DOI: 10.1063/1.1522162

For nearly half a century, the United Nations Scientific Committee on the Effects of Atomic Radiation has been an influential resource on radiation sources and their effects on human health and the environment. But if its budget is not resuscitated, UNSCEAR’s data compilation and evaluation activities will grind to a halt.

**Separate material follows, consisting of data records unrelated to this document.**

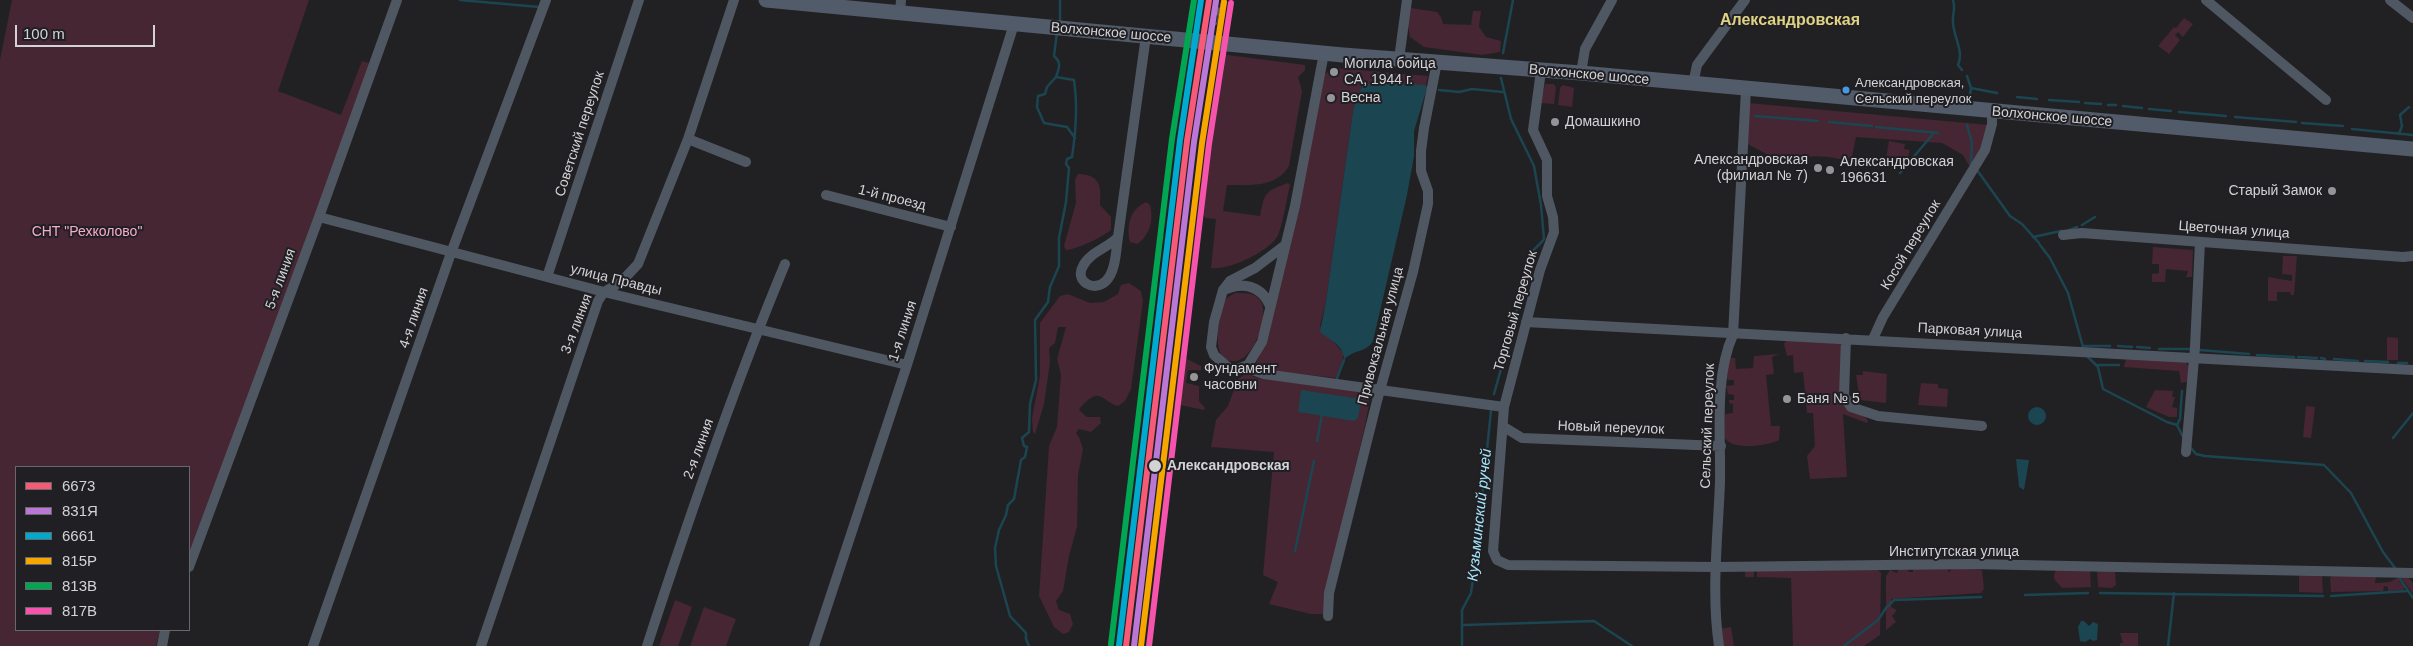 <!DOCTYPE html>
<meta charset="utf-8">
<style>
body{margin:0}
#map{position:relative;width:2413px;height:646px;overflow:hidden;background:#212123;font-family:Arial,sans-serif}
canvas{display:block}
.legend{position:absolute;left:15px;top:466px;width:175px;height:165px;box-sizing:border-box;background:#202024;border:1px solid #68686b;margin:0;padding:6px 9px;list-style:none;font-size:15px;color:#d3d3d6}
.legend li{display:flex;align-items:center;gap:10px;height:25px}
.legend b{width:25px;border:1px solid #68686b}
.scale{position:absolute;left:15px;top:25px;width:140px;height:22px;box-sizing:border-box;border:2px solid #d3d3d6;border-top:0;padding-left:6px;font-size:15px;line-height:18px;white-space:nowrap;color:#d3d3d6;-webkit-text-stroke:4px #202024;paint-order:stroke}
</style>
<div id="map">
<canvas width="2413" height="646"></canvas>
<ul class="legend">
<li><b style="height:6px;background:#f75a77"></b>6673</li>
<li><b style="height:6px;background:#ba77d6"></b>831Я</li>
<li><b style="height:6px;background:#00a9ce"></b>6661</li>
<li><b style="height:6px;background:#f7a600"></b>815Р</li>
<li><b style="height:6px;background:#00a651"></b>813В</li>
<li><b style="height:6px;background:#f653ac"></b>817В</li>
</ul>
<div class="scale">100 m</div>
</div>
<script>
const ctx = document.querySelector('canvas').getContext('2d');
ctx.lineJoin = 'round';
function fillPath(path, color) {
  ctx.fillStyle = color;
  ctx.fill(path, 'evenodd');
}
function trace(path, color, width, dash) {
  ctx.strokeStyle = color;
  ctx.lineWidth = width;
  ctx.lineCap = dash ? 'butt' : 'round';
  ctx.setLineDash(dash || []);
  ctx.stroke(path);
}
function drawText(font, color, halo, rows, align = 'center') {
  ctx.font = font + ' Arial,sans-serif';
  ctx.lineWidth = 4;
  ctx.setLineDash([]);
  ctx.textBaseline = 'middle';
  ctx.strokeStyle = halo;
  ctx.fillStyle = color;
  for (const [text, x, y, turn = 0] of rows) {
    ctx.save();
    ctx.translate(x, y);
    ctx.rotate((+turn || 0) * Math.PI / 180);
    ctx.textAlign = isNaN(turn) ? turn : align;
    if (halo) ctx.strokeText(text, 0, 0);
    ctx.fillText(text, 0, 0);
    ctx.restore();
  }
}
const green = new Path2D(`
 M12,0H309L278,91L341,115L362,61L372,64L189,554V467H16V630H160L156,646H0V60Z
 M1411,8L1437,12L1441,17L1443,24L1471,25L1473,11H1481L1479,27L1486,37L1501,41L1500,52L1482,55L1424,47L1410,37L1408,26Z
 M2184,18L2193,24L2183,37L2178,32L2175,35L2180,40L2169,54L2158,46L2174,27L2176,28Z
 M1220,54L1305,65V70L1298,77L1302,91L1289,166C1276,188 1250,185 1227,185L1223,211L1260,216C1265,192 1264,192 1288,183L1290,185C1286,201 1284,220 1278,235C1271,251 1228,271 1211,268L1216,219L1206,218L1203,215Z
 M1334,68L1428,76L1426,85H1363L1358,94L1353,111L1326,301L1320,326L1344,354L1337,378L1262,370L1255,366L1267,339L1325,74Z
 M1545,84H1554L1556,88L1554,104L1541,103Z
 M1563,85L1574,88L1572,107L1558,105L1560,88Z
 M1748,103L1989,125L1984,147L1971,169L1963,155L1942,143L1856,137L1851,162C1835,157 1808,152 1794,162L1768,155L1746,143Z
 M1889,141L1905,144L1904,149L1910,150L1905,167L1885,164Z
 M1078,174C1101,175 1101,186 1100,205L1111,217V230C1103,237 1075,250 1066,250L1064,246L1076,203L1075,180Z
 M1146,202L1150,205C1154,219 1150,236 1137,244L1130,242C1126,226 1130,209 1146,202Z
 M2153,247L2193,250L2192,277H2186L2188,271L2166,269L2165,282H2152V274L2159,273V264H2152Z
 M2283,256H2297L2294,295H2291L2290,292H2277V301H2268V277L2292,281V275L2282,274Z
 M1129,283L1141,291L1143,301L1131,389L1125,401L1118,406C1109,404 1106,398 1099,396C1092,394 1082,405 1079,410L1087,417H1100L1101,423L1091,432L1079,429L1076,433L1079,437L1083,449L1078,475L1077,527L1069,556L1063,591L1056,601L1059,610L1070,614L1073,624L1069,632L1063,634L1054,627L1039,596L1049,446L1057,427L1061,375L1057,359L1066,327H1058L1055,343L1049,348L1050,362L1044,404L1035,434L1033,432L1032,418L1040,376V323L1060,296L1068,294L1090,303L1104,302L1118,294L1121,285Z
 M1235,293C1244,293 1254,292 1260,300C1272,314 1250,376 1224,358C1213,350 1219,314 1224,303C1226,297 1230,296 1235,293Z
 M2387,337L2398,338V360H2387Z
 M1793,340L1802,342L1811,340L1839,342L1843,349L1842,398L1868,420L1867,423L1843,414L1847,477L1810,479L1807,456L1815,446L1813,413H1807L1803,372L1794,373L1793,355L1787,356L1784,344L1786,341Z
 M1779,354L1772,357L1774,374L1766,375L1771,426H1780L1779,440C1768,446 1731,451 1724,437L1725,414L1733,413V404L1729,403V400H1734V395L1728,394L1726,386L1734,385V380H1728L1726,377L1728,358H1735L1736,369L1753,368L1754,356Z
 M1187,359L1201,366V370H1188L1186,383L1199,386V401L1205,408L1204,410L1180,405L1183,363Z
 M2126,359L2185,361L2189,367V379L2186,382L2181,383L2179,371L2124,367Z
 M1863,371L1887,374L1886,403L1860,400L1856,375H1863Z
 M1247,373L1254,377L1371,392L1365,426L1326,590L1325,614H1311L1269,604L1278,582L1263,575L1274,452L1211,447L1216,420L1228,406L1238,379Z
 M1921,383L1938,384V388L1948,389L1947,407L1918,405Z
 M2155,390L2173,391L2172,397H2175L2172,407L2177,408V417H2169L2146,407Z
 M2306,406L2315,407L2311,438L2303,437Z
 M1876,568L1881,573L1880,635L1864,646H1793L1791,578L1757,577V570H1754V577H1745V569Z
 M1949,568L1948,572H1950L1951,568L1982,570L1984,589L1981,593L1891,599V607L1897,610L1892,616L1896,622L1886,630V576L1890,570L1897,573L1898,569H1909L1908,572H1913V569Z
 M2056,570H2090L2091,587L2062,588C2056,580 2051,580 2056,570Z
 M2097,571H2115L2116,585L2112,588L2098,587Z
 M2299,574H2322L2323,593L2299,592Z
 M2333,574L2376,577L2375,583L2390,582L2400,576L2408,577L2413,583V594L2402,579L2399,581L2405,587L2403,590L2388,591V587L2384,586L2383,591L2331,592L2330,578Z
 M675,600L692,607L678,646H659Z
 M704,607L736,619L726,646H690Z
 M1731,627L1734,646H1722L1720,629Z
 M2120,633H2138V646H2120V643H2123Z`);
const water = new Path2D(`
 M1374,83L1426,85L1427,88L1414,131V156L1407,195L1373,341C1366,353 1353,349 1344,360C1344,345 1330,340 1320,332L1326,301L1353,111L1358,94L1363,85Z
 M1301,390L1361,399L1358,418L1354,421L1298,412Z
 M2028 416a9 9 0 1 1 18 0a9 9 0 1 1-18 0Z
 M2016,459L2029,460L2024,490L2019,487Z
 M2081,621H2084L2089,626L2093,622L2098,624L2097,640L2093,641L2090,639L2085,642L2080,641L2078,627Z`);
const stream = new Path2D(`
 M460,0L539,7
 M1953,0C1956,9 1952,14 1953,23C1954,38 1964,51 1958,65L1962,70
 M1060,22V0
 M1503,53L1513,0
 M1967,76L1971,88L1970,95
 M1056,77L1047,87L1045,94L1038,96L1037,107L1044,123L1067,127L1075,138
 M1501,78L1511,119L1534,166L1541,205L1544,239C1540,245 1532,250 1529,256L1532,260L1526,273
 M1971,88L1997,93
 M1439,90L1459,92L1472,89L1503,92
 M2017,97L2037,99
 M2049,100L2079,102
 M2085,103L2101,104
 M2108,105H2116
 M2123,106L2142,108
 M2149,109L2171,111
 M2179,112L2226,116
 M1755,116L1818,121
 M2235,117L2296,122
 M1829,122L1872,126
 M2302,123L2343,126
 M1967,125L1972,143L1971,165
 M1876,127L1938,133
 M2352,129L2413,135
 M2399,134L2402,126L2400,115L2409,107
 M1977,170L2010,216L2022,224L2039,243
 M1900,173L1933,134
 M2082,225L2095,217
 M2069,230L2077,227
 M2033,237L2061,231
 M2040,245L2050,258L2068,293L2083,347
 M1513,327L1522,287
 M2084,346H2110
 M2118,346L2132,347
 M2137,347L2150,348
 M2159,349H2190
 M2199,350L2249,354
 M2257,355L2294,357
 M2088,357L2098,367L2103,389L2167,422L2177,425L2183,437
 M2298,357L2317,358
 M2321,358L2325,359
 M2334,359L2358,361
 M2365,361L2388,362
 M2398,363H2407
 M2096,365H2119
 M1337,378L1344,360
 M1494,394L1510,337
 M2177,425L2180,419L2182,391
 M2393,438L2413,413
 M1317,441L1322,414
 M2191,448L2196,454L2205,456L2324,465L2351,493L2383,552L2395,568
 M1295,551L1314,461
 M2400,579L2413,598
 M2100,593L2323,596
 M2025,595L2088,593
 M2331,596L2407,591
 M1464,625L1594,621L1632,646
 M1029,646L1026,639V633L1010,616L996,566L995,548L999,530L1006,515L1008,505L1014,499L1021,460L1025,457L1027,447L1024,446L1022,438L1029,432L1030,404L1036,380L1035,320L1048,302L1050,287L1059,266V238L1066,202L1069,168L1066,164L1067,159L1072,157C1076,131 1078,106 1074,80L1056,77C1059,68 1062,63 1054,56L1057,32
 M1462,646V610L1471,593L1475,565L1491,411
 M1844,646L1878,620L1886,608L1894,600L1981,597
 M2168,646L2174,593`);
const minor = new Path2D(`
 M2206,0L2326,100
 M2390,0L2413,18
 M900,12L901,0
 M1399,59L1407,0
 M1541,71L1533,130L1547,160V196L1553,217L1554,232L1540,270L1504,407L1493,551L1497,560L1508,565L1717,567L1971,564L2413,573
 M1581,73L1585,49L1612,0
 M1693,84L1697,65L1745,0
 M688,139L746,162
 M826,195L951,227
 M319,217L604,292L907,365
 M2063,235L2082,233L2403,257L2413,256
 M1118,237C1108,248 1090,252 1083,266C1074,281 1094,293 1106,281C1116,271 1116,250 1118,237L1146,36
 M1284,246L1255,268L1230,281L1223,290L1214,322L1211,347L1214,355L1229,368L1237,369L1248,365L1262,342L1295,206L1324,53
 M547,277L639,0
 M1224,290C1243,281 1262,286 1270,306
 M1526,322L2413,370
 M1846,338L1844,396L1851,407L1878,416L1982,426
 M1873,339L1883,317L1985,150L1992,124V111
 M1248,365L1252,370L1264,374L1504,407
 M1504,427L1522,438L1721,446
 M2186,452L2195,347L2200,242
 M189,567L319,217L397,0
 M1328,616L1329,593L1377,401L1413,272L1428,204V191L1421,171V151L1424,128L1437,62
 M162,646L165,630
 M313,646L451,253L546,0
 M481,646L598,301L604,292L621,282L638,264L688,139L734,0
 M647,646C689,517 733,389 785,264
 M814,646L907,365L1014,24
 M1719,646C1711,592 1718,536 1720,482C1721,435 1714,377 1733,335L1746,89`);
const secondary = new Path2D(`
 M766,0L1343,55L1581,73L2413,149`);
const rail = new Path2D(`
 M1215,23L1220,0`);
const rail1 = new Path2D(`
 M1126,646L1187,141L1209,0`);
const rail2 = new Path2D(`
 M1134,646L1194,142L1216,1`);
const rail3 = new Path2D(`
 M1119,645L1180,140L1201,0`);
const rail4 = new Path2D(`
 M1141,646L1202,143L1224,2`);
const rail5 = new Path2D(`
 M1111,644L1172,139L1194,0`);
const rail6 = new Path2D(`
 M1149,646L1209,144L1231,3`);
const markers = [
 [1334,72,5,"#959597"],
 [1846,90,4.5,"#4699e1"],
 [1331,98,5,"#959597"],
 [1555,122,5,"#959597"],
 [1818,168,5,"#959597"],
 [1830,170,5,"#959597"],
 [2332,191,5,"#959597"],
 [1194,377,5,"#959597"],
 [1787,399,5,"#959597"],
 [1155,466,7,"#d3d3d6"]
];
const busNames = [
 ["Александровская,",1855,83],
 ["Сельский переулок",1855,99]
];
const streetNames = [
 ["Волхонское шоссе",1111,33,5],
 ["Волхонское шоссе",1589,75,5],
 ["Волхонское шоссе",2052,117,5],
 ["Советский переулок",580,134,-72],
 ["1-й проезд",892,198,14],
 ["Цветочная улица",2234,230,4],
 ["Косой переулок",1911,245,-59],
 ["5-я линия",281,279,-70],
 ["улица Правды",616,280,14],
 ["Торговый переулок",1516,311,-74],
 ["4-я линия",414,318,-71],
 ["3-я линия",577,324,-69],
 ["1-я линия",903,331,-72],
 ["Парковая улица",1970,331,3],
 ["Привокзальная улица",1381,336,-75],
 ["Сельский переулок",1708,426,-88],
 ["Новый переулок",1611,428,2],
 ["2-я линия",699,449,-70],
 ["Институтская улица",1954,552]
];
const poiNames = [
 ["Могила бойца",1344,64],
 ["СА, 1944 г.",1344,80],
 ["Весна",1341,98],
 ["Домашкино",1565,122],
 ["Александровская",1808,160,"right"],
 ["(филиал № 7)",1808,176,"right"],
 ["Александровская",1840,162],
 ["196631",1840,178],
 ["Старый Замок",2322,191,"right"],
 ["Фундамент",1204,369],
 ["часовни",1204,385],
 ["Баня № 5",1797,399]
];
const parkNames = [
 ["СНТ \"Рехколово\"",87,232]
];
const stopNames = [
 ["Александровская",1167,466]
];
const waterNames = [
 ["Кузьминский ручей",1480,515,-84]
];
const quarterNames = [
 ["Александровская",1790,21]
];
fillPath(green, '#452632');
fillPath(water, '#1c4552');
trace(stream, '#1c4552', 2.5);
trace(minor, '#4f5862', 10);
trace(secondary, '#515b69', 15);
trace(rail, '#57595f', 4.5);
trace(rail, '#202024', 2.5, [8]);
trace(rail1, '#f75a77', 6);
trace(rail2, '#ba77d6', 6);
trace(rail3, '#00a9ce', 6);
trace(rail4, '#f7a600', 6);
trace(rail5, '#00a651', 6);
trace(rail6, '#f653ac', 6);
for (const [x, y, r, color] of markers) {
  const dot = new Path2D();
  dot.arc(x, y, r, 0, 2 * Math.PI);
  ctx.fillStyle = color;
  ctx.fill(dot);
  trace(dot, '#202024', 2);
}
drawText('13px', '#d3d3d6', '#202024', busNames, 'left');
drawText('14px', '#d3d3d6', '#202024', streetNames);
drawText('14px', '#d3d3d6', '#202024', poiNames, 'left');
drawText('14px', '#f9abc6', '#202024', parkNames);
drawText('bold 14px', '#d3d3d6', '#202024', stopNames, 'left');
drawText('italic 15px', '#a5e6fd', '#202024', waterNames);
drawText('bold 16px', '#dfd284', '#202024', quarterNames);
</script>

UNSCEAR’s budget, $674 000 for the two-year period 2002–03, is roughly half of what it was a decade ago. Because of the crunch, UNSCEAR cancelled its annual meeting this spring and will instead meet just once, in January, during the current two-year budget period. But hardest hit is the portion of UNSCEAR’s budget that covers travel and honoraria for outside consultants: 10 years ago, it was $180 000; by 2000–01, it had shrunk to $52 000; and for 2002–03, it was further chopped in half. “We can’t run on that,” says Norman Gentner, scientific secretary for UNSCEAR, which is based in Vienna, Austria, and has 21 member countries. “[The consultants] are world-level people. They get a pittance. It’s become impossible to function.”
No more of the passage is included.